:: Exercise details ::
Copy out all the lines in the records that include the word "Tamura".

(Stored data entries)
*** Block opens ***
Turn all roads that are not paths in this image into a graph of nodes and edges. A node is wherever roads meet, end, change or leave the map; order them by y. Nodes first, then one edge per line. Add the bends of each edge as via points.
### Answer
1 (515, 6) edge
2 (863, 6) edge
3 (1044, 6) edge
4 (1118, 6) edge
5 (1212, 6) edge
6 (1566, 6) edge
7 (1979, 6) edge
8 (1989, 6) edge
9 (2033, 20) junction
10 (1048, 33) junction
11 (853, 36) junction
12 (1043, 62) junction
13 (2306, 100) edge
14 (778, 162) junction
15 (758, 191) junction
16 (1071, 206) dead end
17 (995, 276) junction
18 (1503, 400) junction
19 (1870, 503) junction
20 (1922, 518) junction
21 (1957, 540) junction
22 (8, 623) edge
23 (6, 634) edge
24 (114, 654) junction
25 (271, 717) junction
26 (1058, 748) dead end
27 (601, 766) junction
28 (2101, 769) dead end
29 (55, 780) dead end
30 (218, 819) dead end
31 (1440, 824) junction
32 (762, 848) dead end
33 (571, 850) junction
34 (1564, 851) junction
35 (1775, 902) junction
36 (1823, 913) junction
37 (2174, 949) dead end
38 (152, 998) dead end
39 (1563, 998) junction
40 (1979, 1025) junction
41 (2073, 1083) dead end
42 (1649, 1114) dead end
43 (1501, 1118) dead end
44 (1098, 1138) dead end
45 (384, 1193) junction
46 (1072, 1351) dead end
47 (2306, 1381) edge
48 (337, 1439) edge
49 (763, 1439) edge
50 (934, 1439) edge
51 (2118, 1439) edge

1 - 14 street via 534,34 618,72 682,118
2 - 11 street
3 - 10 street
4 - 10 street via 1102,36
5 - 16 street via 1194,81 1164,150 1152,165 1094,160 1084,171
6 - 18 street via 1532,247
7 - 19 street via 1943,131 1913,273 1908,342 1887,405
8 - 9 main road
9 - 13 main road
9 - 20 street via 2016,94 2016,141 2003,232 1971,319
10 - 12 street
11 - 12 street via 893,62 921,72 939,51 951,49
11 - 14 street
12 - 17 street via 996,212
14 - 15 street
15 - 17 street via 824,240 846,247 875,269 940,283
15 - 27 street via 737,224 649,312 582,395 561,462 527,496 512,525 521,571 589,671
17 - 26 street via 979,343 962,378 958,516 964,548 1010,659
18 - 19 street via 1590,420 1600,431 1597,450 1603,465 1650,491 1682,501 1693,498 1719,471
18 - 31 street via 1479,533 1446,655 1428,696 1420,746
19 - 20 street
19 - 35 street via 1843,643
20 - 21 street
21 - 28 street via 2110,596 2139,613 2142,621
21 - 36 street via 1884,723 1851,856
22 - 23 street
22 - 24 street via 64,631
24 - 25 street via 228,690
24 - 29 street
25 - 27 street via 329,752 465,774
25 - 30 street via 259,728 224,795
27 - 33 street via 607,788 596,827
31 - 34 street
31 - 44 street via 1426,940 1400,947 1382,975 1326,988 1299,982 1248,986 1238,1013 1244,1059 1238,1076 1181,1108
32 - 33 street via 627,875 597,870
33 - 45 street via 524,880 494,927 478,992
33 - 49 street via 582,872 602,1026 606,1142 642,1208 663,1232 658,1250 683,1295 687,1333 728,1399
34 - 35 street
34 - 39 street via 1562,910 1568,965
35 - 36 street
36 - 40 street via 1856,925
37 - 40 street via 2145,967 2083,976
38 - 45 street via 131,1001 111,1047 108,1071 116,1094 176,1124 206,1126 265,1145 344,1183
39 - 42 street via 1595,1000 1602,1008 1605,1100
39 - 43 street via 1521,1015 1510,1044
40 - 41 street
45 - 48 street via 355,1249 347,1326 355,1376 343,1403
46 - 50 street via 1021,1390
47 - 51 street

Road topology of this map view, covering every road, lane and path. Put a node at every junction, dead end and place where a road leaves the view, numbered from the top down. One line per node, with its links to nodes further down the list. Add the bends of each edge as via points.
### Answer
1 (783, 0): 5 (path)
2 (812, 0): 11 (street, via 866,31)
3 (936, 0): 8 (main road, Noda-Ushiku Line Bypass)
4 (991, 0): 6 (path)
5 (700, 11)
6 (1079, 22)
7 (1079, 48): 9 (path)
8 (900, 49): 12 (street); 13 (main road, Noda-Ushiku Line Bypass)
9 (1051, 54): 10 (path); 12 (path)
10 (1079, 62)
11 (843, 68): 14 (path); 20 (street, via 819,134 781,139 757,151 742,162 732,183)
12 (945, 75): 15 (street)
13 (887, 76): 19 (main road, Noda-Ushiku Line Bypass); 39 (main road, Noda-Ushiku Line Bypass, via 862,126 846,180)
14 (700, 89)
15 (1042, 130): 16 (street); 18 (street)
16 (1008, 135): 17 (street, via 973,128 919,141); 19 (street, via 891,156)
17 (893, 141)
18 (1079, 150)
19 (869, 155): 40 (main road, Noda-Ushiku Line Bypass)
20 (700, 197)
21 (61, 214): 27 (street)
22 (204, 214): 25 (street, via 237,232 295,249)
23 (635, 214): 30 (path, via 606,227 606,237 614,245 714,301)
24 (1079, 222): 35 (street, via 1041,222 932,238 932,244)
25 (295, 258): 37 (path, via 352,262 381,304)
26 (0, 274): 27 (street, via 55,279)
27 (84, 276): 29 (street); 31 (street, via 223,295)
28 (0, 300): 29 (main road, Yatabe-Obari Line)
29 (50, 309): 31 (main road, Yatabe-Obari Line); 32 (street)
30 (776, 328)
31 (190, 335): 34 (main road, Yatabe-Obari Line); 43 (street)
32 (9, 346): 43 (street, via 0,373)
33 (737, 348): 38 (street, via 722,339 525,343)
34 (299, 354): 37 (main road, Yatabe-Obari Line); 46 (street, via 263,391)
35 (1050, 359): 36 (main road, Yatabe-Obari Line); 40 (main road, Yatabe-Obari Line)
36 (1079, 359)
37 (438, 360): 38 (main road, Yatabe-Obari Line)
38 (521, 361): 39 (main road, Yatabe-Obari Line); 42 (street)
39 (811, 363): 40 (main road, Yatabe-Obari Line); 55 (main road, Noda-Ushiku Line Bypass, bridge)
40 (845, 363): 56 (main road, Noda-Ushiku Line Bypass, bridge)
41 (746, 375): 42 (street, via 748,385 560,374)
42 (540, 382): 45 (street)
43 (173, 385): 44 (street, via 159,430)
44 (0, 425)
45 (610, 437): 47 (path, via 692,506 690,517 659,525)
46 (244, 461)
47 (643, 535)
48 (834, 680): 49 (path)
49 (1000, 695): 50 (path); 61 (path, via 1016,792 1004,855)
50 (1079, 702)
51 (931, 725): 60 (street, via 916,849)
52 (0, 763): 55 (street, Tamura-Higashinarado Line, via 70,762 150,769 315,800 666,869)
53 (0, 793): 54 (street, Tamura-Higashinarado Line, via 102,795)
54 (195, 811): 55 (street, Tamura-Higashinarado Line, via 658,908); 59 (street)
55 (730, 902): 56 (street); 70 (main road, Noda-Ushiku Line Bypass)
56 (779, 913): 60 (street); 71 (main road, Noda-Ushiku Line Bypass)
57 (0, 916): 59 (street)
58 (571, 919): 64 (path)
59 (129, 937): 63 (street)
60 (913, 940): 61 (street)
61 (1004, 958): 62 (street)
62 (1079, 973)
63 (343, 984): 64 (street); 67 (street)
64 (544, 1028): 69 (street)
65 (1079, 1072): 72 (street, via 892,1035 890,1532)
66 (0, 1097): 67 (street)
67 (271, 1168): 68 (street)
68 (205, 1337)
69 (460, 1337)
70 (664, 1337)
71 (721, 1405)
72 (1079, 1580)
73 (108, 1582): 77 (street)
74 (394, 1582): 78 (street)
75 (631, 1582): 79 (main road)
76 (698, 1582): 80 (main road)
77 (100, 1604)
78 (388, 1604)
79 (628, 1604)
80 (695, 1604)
*** Block closes ***
:: Problem solution ::
52 (0, 763): 55 (street, Tamura-Higashinarado Line, via 70,762 150,769 315,800 666,869)
53 (0, 793): 54 (street, Tamura-Higashinarado Line, via 102,795)
54 (195, 811): 55 (street, Tamura-Higashinarado Line, via 658,908); 59 (street)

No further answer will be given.